J'ai écrit cet essai en 1984 ou 1985. À l'époque, j'enseignais la philosophie à l'université de Yale et j'étais fellow du Whitney Humanities Center. L'appartenance à cette société savante m'amenait à rencontrer régulièrement les autres membres - issus de disciplines très variées - afin d'aborder des sujets présentant un intérêt commun. Chaque fellow devait fournir un échantillon de son travail lors d'une de ces séances de discussion. C'est pour m'acquitter de cette obligation que j'ai rédigé mon essai sur l'art de dire des conneries.
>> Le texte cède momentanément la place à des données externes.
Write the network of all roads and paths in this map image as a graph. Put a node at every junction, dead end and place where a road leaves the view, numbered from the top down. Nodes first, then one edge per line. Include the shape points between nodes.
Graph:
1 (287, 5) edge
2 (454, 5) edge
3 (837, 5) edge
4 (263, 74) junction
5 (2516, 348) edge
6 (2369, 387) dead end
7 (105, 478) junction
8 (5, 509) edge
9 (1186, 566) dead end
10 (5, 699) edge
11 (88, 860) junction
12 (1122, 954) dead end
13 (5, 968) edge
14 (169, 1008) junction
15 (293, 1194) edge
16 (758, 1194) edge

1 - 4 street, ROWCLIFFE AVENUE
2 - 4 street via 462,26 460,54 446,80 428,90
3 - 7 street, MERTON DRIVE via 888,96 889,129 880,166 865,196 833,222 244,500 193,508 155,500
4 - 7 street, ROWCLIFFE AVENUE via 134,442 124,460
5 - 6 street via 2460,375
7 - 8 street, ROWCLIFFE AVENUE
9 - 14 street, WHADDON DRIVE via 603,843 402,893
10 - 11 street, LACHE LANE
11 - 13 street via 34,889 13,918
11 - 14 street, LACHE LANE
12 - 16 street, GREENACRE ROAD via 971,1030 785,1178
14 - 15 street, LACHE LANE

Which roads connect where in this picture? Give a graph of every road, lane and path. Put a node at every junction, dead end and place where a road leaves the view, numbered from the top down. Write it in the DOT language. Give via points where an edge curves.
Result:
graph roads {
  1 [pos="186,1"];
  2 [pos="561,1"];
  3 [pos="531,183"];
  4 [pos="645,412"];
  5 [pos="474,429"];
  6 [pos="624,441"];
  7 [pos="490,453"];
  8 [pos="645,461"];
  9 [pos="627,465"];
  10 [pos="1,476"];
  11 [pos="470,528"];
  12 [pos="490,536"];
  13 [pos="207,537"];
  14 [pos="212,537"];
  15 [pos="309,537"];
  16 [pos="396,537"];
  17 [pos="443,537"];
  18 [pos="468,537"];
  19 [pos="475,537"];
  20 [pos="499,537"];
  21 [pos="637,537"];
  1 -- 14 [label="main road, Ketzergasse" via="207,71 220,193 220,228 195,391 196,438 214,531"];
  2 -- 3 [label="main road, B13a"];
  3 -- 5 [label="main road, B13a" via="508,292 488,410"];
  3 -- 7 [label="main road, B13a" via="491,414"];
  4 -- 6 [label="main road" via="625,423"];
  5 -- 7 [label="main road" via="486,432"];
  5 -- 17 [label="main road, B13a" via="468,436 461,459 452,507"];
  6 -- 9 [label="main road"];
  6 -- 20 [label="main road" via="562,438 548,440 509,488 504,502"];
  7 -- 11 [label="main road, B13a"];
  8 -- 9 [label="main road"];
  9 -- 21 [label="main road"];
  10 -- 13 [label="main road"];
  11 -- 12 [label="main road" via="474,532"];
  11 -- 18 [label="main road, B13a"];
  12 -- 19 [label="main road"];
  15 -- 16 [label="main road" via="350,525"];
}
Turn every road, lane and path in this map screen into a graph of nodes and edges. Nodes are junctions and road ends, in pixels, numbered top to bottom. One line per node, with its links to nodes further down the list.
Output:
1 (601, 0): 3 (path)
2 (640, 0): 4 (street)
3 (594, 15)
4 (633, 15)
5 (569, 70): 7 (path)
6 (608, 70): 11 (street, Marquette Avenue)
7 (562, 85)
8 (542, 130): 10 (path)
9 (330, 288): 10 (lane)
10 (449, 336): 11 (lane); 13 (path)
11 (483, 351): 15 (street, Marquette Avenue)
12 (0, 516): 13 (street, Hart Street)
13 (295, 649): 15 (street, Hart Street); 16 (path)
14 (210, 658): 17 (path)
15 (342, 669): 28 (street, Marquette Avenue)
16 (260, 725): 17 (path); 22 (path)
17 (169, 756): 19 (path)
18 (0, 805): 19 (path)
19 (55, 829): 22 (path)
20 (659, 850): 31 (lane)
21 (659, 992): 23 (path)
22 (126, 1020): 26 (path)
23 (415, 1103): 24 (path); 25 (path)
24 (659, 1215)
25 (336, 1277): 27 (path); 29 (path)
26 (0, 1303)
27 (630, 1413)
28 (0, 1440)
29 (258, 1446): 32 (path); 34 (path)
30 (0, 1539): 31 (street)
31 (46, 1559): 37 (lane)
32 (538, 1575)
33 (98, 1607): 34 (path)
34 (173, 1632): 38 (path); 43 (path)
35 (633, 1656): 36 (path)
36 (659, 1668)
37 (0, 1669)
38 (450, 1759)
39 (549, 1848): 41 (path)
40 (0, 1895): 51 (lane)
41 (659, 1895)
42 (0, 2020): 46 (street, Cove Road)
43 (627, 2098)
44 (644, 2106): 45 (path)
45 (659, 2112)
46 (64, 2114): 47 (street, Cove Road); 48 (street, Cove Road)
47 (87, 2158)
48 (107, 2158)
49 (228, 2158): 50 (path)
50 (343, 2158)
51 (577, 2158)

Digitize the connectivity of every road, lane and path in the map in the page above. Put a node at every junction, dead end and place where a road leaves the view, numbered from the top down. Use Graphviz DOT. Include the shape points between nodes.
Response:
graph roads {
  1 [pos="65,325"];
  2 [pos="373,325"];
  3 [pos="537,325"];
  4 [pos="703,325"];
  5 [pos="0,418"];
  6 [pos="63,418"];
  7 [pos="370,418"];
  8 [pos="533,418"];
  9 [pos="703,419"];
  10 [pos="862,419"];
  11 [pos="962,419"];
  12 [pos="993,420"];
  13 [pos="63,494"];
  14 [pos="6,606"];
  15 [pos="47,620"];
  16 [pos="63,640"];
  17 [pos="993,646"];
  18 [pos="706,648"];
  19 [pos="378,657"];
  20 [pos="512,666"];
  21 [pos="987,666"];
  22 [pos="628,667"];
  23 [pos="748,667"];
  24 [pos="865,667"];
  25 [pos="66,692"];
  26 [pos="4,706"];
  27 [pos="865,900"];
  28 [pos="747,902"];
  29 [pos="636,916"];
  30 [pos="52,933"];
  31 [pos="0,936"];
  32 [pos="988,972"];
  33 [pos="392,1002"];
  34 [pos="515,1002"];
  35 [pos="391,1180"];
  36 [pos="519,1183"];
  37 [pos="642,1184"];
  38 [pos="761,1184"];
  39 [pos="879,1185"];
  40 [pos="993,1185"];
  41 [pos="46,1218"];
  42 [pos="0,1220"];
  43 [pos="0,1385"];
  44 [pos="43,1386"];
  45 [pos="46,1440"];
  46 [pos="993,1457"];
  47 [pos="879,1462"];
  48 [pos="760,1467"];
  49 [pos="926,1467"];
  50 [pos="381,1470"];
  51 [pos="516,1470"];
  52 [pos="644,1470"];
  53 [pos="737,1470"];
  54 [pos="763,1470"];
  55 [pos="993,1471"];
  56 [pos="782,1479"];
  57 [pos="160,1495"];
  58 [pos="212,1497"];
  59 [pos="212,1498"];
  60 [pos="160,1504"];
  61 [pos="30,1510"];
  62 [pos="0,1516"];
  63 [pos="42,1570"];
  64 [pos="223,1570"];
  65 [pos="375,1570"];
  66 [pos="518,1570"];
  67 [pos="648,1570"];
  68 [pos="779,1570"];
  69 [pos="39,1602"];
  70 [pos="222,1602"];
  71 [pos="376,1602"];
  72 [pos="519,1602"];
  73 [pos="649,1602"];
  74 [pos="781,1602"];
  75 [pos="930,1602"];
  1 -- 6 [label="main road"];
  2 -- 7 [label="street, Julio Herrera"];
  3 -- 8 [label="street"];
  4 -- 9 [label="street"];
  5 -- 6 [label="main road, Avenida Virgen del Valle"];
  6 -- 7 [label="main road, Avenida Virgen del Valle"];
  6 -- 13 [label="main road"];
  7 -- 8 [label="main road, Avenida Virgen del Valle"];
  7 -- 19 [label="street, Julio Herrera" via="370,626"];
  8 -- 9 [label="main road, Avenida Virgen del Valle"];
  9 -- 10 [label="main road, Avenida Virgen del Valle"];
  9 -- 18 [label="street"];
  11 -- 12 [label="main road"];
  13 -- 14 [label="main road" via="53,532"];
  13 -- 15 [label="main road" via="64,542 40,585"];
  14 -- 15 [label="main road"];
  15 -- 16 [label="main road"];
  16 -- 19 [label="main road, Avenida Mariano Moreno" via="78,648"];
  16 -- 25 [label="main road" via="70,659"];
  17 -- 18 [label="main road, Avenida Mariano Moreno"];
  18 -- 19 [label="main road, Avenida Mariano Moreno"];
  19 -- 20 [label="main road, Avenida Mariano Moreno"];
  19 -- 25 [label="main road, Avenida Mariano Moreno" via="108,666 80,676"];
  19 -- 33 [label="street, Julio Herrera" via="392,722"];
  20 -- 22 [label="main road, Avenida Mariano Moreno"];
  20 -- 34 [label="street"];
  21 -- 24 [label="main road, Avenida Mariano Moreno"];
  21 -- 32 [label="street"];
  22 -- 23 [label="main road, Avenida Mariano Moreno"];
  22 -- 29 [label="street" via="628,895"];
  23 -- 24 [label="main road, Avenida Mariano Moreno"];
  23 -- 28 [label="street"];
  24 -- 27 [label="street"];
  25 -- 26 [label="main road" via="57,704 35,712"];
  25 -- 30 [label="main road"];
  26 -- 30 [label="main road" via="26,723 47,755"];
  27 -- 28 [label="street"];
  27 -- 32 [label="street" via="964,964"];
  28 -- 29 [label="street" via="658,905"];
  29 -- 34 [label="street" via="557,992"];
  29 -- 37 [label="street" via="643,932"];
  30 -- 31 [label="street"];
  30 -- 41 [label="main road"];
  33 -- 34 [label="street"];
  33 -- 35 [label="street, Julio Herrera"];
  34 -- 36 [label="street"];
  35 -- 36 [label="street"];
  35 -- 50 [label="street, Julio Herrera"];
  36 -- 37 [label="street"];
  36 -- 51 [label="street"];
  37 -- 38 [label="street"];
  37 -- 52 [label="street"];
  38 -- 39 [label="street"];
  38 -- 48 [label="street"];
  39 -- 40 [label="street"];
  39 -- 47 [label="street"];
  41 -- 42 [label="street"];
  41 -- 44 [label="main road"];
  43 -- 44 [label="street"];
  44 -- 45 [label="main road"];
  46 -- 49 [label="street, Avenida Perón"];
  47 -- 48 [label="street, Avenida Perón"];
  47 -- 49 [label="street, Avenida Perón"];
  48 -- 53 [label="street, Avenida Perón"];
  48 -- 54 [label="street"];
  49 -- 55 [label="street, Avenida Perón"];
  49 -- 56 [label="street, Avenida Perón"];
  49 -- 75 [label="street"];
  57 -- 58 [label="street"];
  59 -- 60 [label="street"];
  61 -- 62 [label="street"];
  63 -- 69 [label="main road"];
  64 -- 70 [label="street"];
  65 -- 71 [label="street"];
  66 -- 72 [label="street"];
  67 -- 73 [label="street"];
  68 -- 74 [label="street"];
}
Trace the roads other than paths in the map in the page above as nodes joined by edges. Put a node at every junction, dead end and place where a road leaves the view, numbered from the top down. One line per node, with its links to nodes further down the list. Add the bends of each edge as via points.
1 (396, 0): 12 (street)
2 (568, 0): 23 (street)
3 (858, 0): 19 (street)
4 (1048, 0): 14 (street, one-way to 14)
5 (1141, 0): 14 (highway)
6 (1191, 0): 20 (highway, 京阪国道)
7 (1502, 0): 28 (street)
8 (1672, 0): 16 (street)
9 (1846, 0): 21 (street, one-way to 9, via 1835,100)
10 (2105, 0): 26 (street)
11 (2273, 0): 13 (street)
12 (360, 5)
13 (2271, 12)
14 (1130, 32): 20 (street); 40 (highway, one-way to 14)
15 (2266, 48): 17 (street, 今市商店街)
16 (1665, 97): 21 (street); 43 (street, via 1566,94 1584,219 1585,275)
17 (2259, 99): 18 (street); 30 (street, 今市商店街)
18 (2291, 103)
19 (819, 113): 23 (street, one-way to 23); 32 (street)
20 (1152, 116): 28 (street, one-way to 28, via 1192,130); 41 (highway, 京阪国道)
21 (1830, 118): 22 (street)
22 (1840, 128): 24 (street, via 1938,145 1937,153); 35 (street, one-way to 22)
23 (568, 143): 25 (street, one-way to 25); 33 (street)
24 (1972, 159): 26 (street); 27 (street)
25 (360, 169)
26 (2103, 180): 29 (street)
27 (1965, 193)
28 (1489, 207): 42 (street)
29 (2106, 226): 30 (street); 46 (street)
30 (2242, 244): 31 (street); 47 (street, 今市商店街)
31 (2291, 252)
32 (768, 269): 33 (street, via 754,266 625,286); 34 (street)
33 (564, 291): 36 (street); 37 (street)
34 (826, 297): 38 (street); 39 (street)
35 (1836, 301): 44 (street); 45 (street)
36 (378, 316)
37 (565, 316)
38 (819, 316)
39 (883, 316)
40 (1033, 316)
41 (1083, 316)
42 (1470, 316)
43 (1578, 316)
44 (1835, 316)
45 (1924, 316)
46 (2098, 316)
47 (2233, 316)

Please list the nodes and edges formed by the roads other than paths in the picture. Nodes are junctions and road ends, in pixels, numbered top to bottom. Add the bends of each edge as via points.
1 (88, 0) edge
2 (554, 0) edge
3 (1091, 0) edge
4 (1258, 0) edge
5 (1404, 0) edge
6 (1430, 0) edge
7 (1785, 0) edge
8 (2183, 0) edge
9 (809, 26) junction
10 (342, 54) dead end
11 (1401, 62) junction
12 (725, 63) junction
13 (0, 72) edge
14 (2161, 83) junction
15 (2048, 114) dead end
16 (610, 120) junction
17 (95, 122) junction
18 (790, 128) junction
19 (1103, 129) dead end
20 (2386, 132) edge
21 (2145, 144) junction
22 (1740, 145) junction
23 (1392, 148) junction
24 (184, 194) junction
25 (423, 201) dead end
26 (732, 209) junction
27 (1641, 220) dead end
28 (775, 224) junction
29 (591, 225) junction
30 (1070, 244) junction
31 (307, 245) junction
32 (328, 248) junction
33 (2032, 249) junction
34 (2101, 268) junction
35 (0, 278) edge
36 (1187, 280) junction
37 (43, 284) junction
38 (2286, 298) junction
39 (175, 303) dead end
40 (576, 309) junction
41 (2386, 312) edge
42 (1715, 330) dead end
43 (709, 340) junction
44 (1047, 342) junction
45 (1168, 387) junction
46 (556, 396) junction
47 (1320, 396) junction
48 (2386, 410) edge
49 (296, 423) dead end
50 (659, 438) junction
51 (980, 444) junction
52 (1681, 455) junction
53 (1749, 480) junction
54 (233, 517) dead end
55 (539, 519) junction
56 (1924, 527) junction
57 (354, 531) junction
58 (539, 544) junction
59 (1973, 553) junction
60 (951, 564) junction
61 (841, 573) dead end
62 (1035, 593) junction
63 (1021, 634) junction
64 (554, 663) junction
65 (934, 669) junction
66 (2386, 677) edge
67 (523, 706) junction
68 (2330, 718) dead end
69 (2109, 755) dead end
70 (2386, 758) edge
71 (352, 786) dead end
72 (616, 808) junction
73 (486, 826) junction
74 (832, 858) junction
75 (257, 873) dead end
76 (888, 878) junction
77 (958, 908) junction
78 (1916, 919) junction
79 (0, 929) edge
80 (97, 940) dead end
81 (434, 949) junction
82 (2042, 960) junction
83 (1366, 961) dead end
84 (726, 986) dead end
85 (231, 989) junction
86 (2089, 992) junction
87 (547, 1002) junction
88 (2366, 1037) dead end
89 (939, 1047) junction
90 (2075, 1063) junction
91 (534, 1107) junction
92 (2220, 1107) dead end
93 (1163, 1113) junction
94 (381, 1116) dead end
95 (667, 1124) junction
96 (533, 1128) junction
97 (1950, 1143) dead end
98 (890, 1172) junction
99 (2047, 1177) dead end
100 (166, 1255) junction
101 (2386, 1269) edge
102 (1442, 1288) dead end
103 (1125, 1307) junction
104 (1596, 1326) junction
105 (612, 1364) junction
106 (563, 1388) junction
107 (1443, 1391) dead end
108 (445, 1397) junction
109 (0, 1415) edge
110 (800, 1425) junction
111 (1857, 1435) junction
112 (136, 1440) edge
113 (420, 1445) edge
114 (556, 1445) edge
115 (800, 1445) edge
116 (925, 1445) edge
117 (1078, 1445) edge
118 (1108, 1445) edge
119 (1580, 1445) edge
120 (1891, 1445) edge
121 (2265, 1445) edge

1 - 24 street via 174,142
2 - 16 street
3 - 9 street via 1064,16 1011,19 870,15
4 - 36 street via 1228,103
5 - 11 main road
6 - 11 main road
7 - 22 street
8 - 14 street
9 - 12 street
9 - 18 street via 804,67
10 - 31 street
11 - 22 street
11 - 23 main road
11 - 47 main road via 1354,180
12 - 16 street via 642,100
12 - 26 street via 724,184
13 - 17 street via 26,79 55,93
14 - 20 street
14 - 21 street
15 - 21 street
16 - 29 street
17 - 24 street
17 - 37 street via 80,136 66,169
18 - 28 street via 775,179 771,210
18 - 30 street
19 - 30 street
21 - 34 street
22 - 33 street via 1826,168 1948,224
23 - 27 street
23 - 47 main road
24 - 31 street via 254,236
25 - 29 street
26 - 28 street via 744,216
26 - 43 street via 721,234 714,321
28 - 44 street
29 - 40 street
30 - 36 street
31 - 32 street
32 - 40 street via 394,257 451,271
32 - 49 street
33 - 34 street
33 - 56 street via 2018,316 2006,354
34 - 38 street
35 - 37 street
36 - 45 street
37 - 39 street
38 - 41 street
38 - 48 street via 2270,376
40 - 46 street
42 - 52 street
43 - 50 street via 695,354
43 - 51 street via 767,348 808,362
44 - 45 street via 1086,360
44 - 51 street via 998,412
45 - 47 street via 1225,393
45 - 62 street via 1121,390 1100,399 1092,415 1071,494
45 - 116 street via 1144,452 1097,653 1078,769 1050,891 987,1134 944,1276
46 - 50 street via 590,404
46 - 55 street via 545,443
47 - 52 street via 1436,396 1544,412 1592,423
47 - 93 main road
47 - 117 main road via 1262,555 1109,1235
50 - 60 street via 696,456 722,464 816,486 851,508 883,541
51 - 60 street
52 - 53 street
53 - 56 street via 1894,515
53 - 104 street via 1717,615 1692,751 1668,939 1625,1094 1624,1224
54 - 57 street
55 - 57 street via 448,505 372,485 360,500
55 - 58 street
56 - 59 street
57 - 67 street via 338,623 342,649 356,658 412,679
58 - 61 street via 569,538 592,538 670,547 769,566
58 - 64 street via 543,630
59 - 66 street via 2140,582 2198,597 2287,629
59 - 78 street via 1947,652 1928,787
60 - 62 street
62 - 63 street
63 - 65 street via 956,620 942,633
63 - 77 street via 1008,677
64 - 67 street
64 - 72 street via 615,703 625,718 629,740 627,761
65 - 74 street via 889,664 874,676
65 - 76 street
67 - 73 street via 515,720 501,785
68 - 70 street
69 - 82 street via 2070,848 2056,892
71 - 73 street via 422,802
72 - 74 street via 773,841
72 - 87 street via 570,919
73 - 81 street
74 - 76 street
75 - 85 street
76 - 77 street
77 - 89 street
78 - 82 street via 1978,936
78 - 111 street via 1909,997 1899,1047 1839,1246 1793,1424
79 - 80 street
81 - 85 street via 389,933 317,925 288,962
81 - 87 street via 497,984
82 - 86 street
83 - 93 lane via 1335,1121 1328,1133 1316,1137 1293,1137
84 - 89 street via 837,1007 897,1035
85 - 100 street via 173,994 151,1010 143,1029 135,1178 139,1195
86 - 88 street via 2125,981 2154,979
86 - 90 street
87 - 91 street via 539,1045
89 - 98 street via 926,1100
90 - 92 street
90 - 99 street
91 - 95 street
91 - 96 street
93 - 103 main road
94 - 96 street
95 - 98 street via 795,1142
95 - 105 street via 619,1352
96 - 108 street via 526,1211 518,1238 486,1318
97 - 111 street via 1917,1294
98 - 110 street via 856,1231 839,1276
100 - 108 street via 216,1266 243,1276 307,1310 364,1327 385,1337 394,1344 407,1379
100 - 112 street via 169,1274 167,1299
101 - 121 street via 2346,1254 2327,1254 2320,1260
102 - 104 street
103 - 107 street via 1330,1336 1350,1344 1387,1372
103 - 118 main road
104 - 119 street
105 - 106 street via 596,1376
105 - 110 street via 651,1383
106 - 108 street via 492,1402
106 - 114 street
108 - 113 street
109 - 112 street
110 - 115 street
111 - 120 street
Lorsque j'ai présenté mon texte, mes collègues l'ont considéré (conformément à mon attente) comme un travail sérieux d'analyse philosophique et sociale. Personne n'a semblé y voir une entreprise frivole ou humoristique. La seule réaction explicite dont je me souvienne est celle d'un fellow (physicien de son état) particulièrement sensible au fait que le corps professoral de Yale comptait alors dans ses rangs Jacques Derrida et plusieurs autres têtes de file du postmodernisme. Le fait que mon essai ait été écrit à Yale lui semblait fort approprié car, selon ses propres mots, «Yale, après tout, est la capitale mondiale du baratin».
Certains passages situés à la fin du texte font référence aux idées postmodernes, mais je n'ai jamais eu l'intention d'attaquer le postmodernisme en particulier. Je me suis simplement efforcé de comprendre ce que je voulais dire chaque fois que je manifestais mon opposition ou mon dédain à l'égard de quelque chose en le qualifiant de «conneries» - une réaction irréfléchie dont j'étais assez coutumier. J'étais donc mû par le désir philosophique classique, qui remonte au moins aux dialogues platoniciens, de clarifier certains concepts auxquels on a souvent recours pour décrire le comportement humain.